Ma chère amie,
Je vous ai vue, il y a deux jours, et le soir même, je suis allé dans ma famille assister à une messe anniversaire de la mort de mon Père. Vous étiez guérie d’une légère indisposition, et lis blanc et pur, un moment incliné sur sa tige, vous releviez la tête et vous aviez repris votre port noble et élégant. Et moi, qui vous avais vu courber un instant votre tête affaissée, avec toute l’émotion qui a sa source dans le cœur et non dans la science, je partageais avec votre Mère le bonheur de vous voir rendue à toutes nos espérances ; vous me parûtes plus belle que jamais, et je vous quittai plein de trouble et de joie.
Oh ! dans la cérémonie pieuse où nous conviait la mémoire de notre Père, j’étais loin de craindre d’associer votre pensée à ces tristes souvenirs. Toutes les affections pures ne se touchent-elles pas et ne se prêtent-elles point un mutuel appui ? Je me disais, en me rappelant la mémoire de mon Père, combien j’aurais été heureux de pouvoir dire en vous présentant à lui : Père, voilà votre fille, fille voilà votre père. Combien, il me semble, j’aurais ajouté alors de bonheur à sa vieillesse ! Moi dont l’orgueil est d’avoir jeté quelques consolations sur ses vieux jours et adouci par quelques pensées d’un avenir heureux les derniers temps d’une vie qui fut triste, il n’eût rien manqué à l’accomplissement de mes devoirs envers lui, si j’eusse pu le rendre Père d’une si belle enfant. Et lui dont l’âme aimante s’ouvrait à toutes les affections avec ce tact exquis, cette appréciation si délicate que nous lui avons tous connus, je comprends qu’il vous eût trouvée telle que dans ses rêves d’avenir il avait pu désirer une femme pour son fils. Et vous, ma chère enfant, en vous trouvant vis-à-vis d’un homme si respectable et si aimant, en qui vous auriez trouvé tant de bienveillance et d’empressement affectueux, vous auriez senti se resserrer les liens qui vous unissaient à votre nouvelle famille et vous auriez été heureuse d’embellir une si noble vieillesse.

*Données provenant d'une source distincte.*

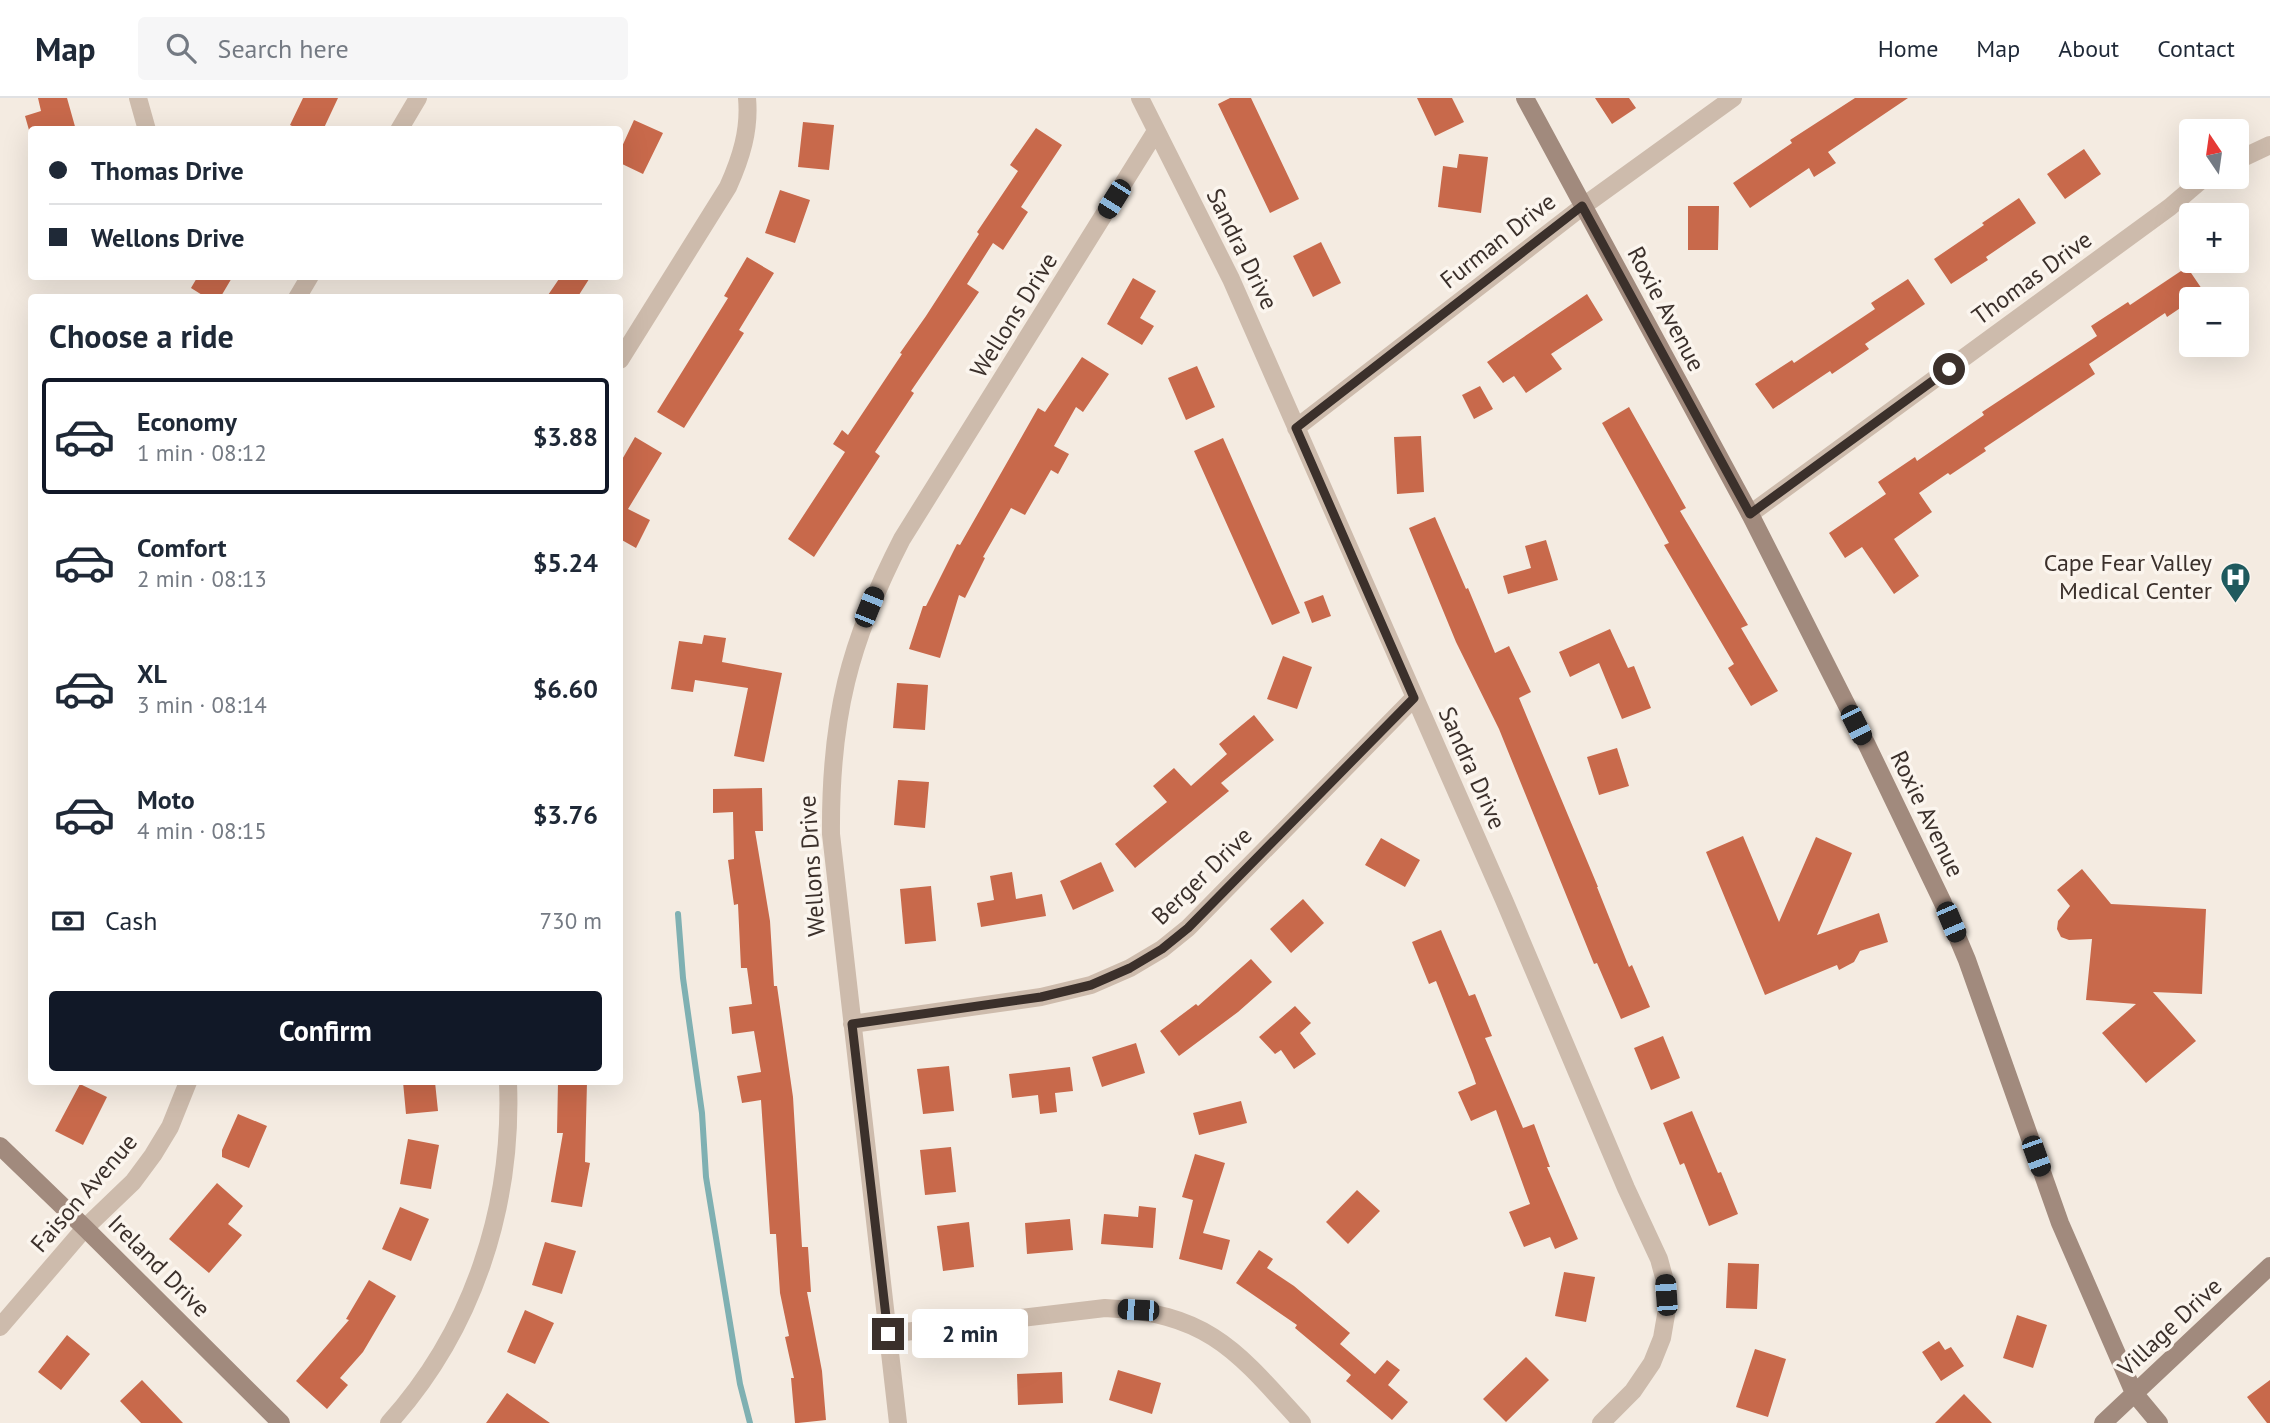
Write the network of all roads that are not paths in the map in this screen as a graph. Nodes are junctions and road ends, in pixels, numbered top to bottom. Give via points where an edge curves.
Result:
1 (138, 98) edge
2 (418, 98) edge
3 (747, 98) edge
4 (1140, 98) edge
5 (1525, 98) edge
6 (1732, 98) edge
7 (146, 126) edge
8 (401, 126) edge
9 (1156, 131) junction
10 (2270, 145) edge
11 (2249, 155) edge
12 (2191, 189) edge
13 (1582, 206) junction
14 (623, 355) edge
15 (1296, 428) junction
16 (1750, 514) junction
17 (1414, 698) junction
18 (852, 1024) junction
19 (187, 1085) edge
20 (508, 1085) edge
21 (0, 1146) edge
22 (85, 1228) junction
23 (2270, 1266) edge
24 (0, 1327) edge
25 (888, 1334) junction
26 (2134, 1393) junction
27 (281, 1423) edge
28 (389, 1423) edge
29 (898, 1423) edge
30 (1302, 1423) edge
31 (1601, 1423) edge
32 (2102, 1423) edge
33 (2159, 1423) edge

1 - 7 street
2 - 8 street
3 - 14 street via 747,134 728,187
4 - 9 street
5 - 13 street, Roxie Avenue
6 - 13 street, Furman Drive
9 - 15 street, Sandra Drive via 1231,279
9 - 18 street, Wellons Drive via 902,539 861,629 839,707 830,786
10 - 11 street
12 - 16 street, Thomas Drive
13 - 15 street, Furman Drive
13 - 16 street, Roxie Avenue
15 - 17 street, Sandra Drive
16 - 26 street, Roxie Avenue via 1943,903 2060,1223
17 - 18 street, Berger Drive via 1188,928 1130,968 1091,985 1041,997
17 - 31 street, Sandra Drive via 1665,1281 1667,1309 1652,1363 1621,1405
18 - 25 street, Wellons Drive
19 - 22 street, Faison Avenue via 153,1156 134,1182
20 - 28 street via 505,1165 481,1270 436,1364
21 - 22 street, Ireland Drive
22 - 24 street, Faison Avenue
22 - 27 street, Ireland Drive
23 - 26 street, Village Drive
25 - 29 street, Wellons Drive
25 - 30 street via 1105,1308 1149,1312 1201,1329 1229,1347
26 - 32 street, Village Drive
26 - 33 street, Roxie Avenue

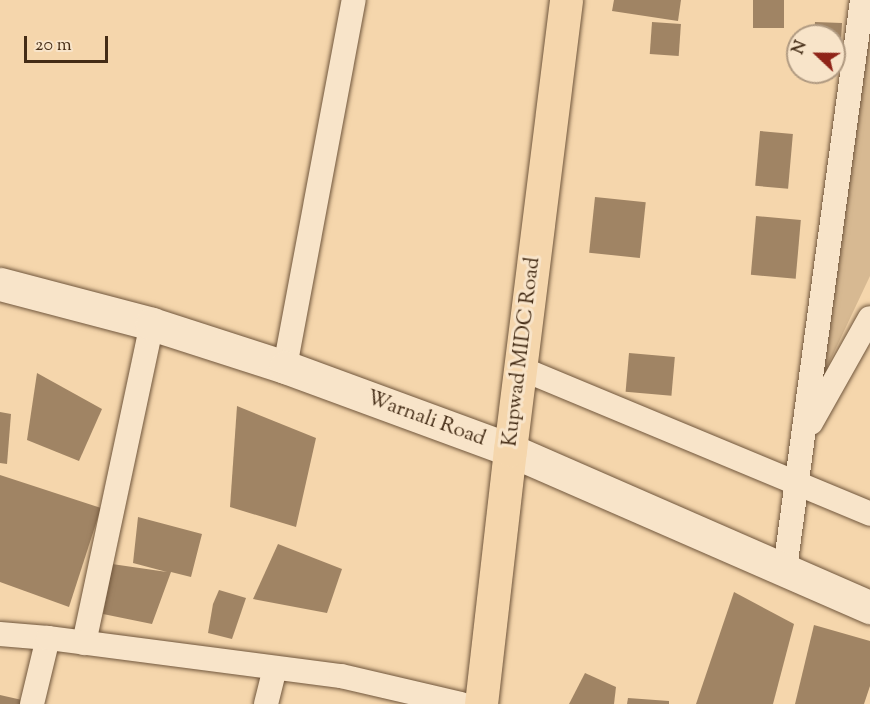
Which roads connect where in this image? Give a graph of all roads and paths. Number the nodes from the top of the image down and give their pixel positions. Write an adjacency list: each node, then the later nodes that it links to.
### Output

Mais hélas ! toutes ces pensées sont un rêve. J’aime cependant à les repasser dans mon esprit ; elles sont un hommage à la mémoire de mon Père, et cet hommage est un besoin pour mon coeur…
Lettre d’Amédée, 31 ans, à Cécile Courajod, 19 ans, le 26 novembre 1840.
Le Chirurgien Major, à Lyon, effectuant un plein temps intégral, était pratiquement astreint au célibat. Amédée Bonnet, qui fut major de 1838 à 1843, ne put épouser Cécile Courajod qu’en 1844 (le 24 janvier). Amédée termine cette lettre du 26 novembre 1840 en jugeant de son imprudence et en exprimant son anxiété, craignant de compromettre, par une si longue attente, son avenir, celui de la jeune fille et leur bonheur à tous les deux. Bien que cette lettre, comme celle qui la précède ou celles qui la suivent, soit d’une belle élévation morale, tout en étant marquée, il faut le dire, par l’emphase et par quelques accents de romantisme, les parents de Cécile Courajod ne remirent ces lettres à leur fille qu’après son mariage, d’après la confidence qu’elle en fit elle-même à ses enfants !
Par ailleurs, nous nous expliquons mal, d’après la connaissance que nous croyons en avoir, l’allusion à la tristesse de la vie du père d’Amédée.